:: Material to process ::
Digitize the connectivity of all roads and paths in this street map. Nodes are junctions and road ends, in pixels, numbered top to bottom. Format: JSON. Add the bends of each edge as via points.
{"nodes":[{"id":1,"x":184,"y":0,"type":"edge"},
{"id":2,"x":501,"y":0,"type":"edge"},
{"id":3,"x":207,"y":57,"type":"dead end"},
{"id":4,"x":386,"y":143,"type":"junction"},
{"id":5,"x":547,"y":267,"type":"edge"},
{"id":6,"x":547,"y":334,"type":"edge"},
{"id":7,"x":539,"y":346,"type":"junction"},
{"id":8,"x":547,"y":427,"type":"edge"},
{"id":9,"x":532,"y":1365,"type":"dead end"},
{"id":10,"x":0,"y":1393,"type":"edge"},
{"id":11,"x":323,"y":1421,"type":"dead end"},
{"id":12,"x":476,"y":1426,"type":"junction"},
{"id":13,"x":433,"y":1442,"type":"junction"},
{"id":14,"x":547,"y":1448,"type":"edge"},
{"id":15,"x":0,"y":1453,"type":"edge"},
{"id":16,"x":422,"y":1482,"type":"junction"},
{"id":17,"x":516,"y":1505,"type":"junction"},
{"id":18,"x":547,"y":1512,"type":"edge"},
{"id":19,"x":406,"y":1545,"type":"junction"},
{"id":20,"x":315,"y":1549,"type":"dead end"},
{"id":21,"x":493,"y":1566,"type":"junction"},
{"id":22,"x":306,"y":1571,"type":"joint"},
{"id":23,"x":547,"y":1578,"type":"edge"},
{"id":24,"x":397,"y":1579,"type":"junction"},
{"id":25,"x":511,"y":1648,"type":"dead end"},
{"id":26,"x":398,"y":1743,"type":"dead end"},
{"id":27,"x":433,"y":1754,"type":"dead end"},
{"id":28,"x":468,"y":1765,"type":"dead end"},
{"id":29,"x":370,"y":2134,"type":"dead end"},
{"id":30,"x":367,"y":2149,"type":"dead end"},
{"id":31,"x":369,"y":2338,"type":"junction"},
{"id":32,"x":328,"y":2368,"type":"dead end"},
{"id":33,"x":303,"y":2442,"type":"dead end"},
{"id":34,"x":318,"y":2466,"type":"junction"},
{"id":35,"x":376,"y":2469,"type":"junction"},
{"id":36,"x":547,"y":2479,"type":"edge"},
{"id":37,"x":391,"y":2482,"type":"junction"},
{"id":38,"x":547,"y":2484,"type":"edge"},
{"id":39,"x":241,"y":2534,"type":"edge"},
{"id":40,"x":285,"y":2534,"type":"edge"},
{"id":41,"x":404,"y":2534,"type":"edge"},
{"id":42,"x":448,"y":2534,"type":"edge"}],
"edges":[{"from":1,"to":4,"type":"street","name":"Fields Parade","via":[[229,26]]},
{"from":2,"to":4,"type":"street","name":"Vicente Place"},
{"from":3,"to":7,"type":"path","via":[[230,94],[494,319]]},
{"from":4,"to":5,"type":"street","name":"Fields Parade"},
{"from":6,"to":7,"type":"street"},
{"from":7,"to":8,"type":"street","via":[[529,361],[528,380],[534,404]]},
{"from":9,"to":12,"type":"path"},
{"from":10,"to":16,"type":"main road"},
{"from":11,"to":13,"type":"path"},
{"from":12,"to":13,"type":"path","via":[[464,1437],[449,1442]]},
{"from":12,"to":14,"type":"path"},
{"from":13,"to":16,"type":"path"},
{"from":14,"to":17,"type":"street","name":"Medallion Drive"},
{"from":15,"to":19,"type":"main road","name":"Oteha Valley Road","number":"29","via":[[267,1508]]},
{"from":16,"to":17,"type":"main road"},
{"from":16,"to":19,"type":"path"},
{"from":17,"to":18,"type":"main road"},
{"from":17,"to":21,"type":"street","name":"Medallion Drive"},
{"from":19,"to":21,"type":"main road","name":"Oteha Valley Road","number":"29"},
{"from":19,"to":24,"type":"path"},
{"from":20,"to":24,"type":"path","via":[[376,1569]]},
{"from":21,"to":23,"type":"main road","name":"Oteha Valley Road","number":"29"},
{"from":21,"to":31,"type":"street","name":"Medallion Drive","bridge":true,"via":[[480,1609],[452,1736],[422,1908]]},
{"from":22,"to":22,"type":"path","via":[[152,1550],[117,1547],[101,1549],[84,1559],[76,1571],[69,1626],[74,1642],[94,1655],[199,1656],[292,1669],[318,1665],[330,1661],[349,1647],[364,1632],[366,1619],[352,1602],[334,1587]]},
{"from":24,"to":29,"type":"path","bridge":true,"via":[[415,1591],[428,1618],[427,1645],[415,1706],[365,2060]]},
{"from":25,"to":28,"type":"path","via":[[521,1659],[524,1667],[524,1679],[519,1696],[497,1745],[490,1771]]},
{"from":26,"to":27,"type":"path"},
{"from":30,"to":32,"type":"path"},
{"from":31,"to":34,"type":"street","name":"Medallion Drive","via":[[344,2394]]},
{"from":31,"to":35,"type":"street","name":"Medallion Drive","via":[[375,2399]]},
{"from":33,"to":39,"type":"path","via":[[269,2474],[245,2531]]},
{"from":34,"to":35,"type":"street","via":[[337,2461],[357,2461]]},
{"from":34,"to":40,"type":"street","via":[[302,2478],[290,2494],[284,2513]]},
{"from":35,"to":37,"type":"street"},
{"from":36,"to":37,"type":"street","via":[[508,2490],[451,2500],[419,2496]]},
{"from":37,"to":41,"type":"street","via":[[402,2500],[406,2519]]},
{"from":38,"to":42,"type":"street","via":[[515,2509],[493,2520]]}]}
:::
> Exercise
Filter the entries down to the lines with the word "Medallion" in them.

> Exercise output
{"from":14,"to":17,"type":"street","name":"Medallion Drive"},
{"from":17,"to":21,"type":"street","name":"Medallion Drive"},
{"from":21,"to":31,"type":"street","name":"Medallion Drive","bridge":true,"via":[[480,1609],[452,1736],[422,1908]]},
{"from":31,"to":34,"type":"street","name":"Medallion Drive","via":[[344,2394]]},
{"from":31,"to":35,"type":"street","name":"Medallion Drive","via":[[375,2399]]},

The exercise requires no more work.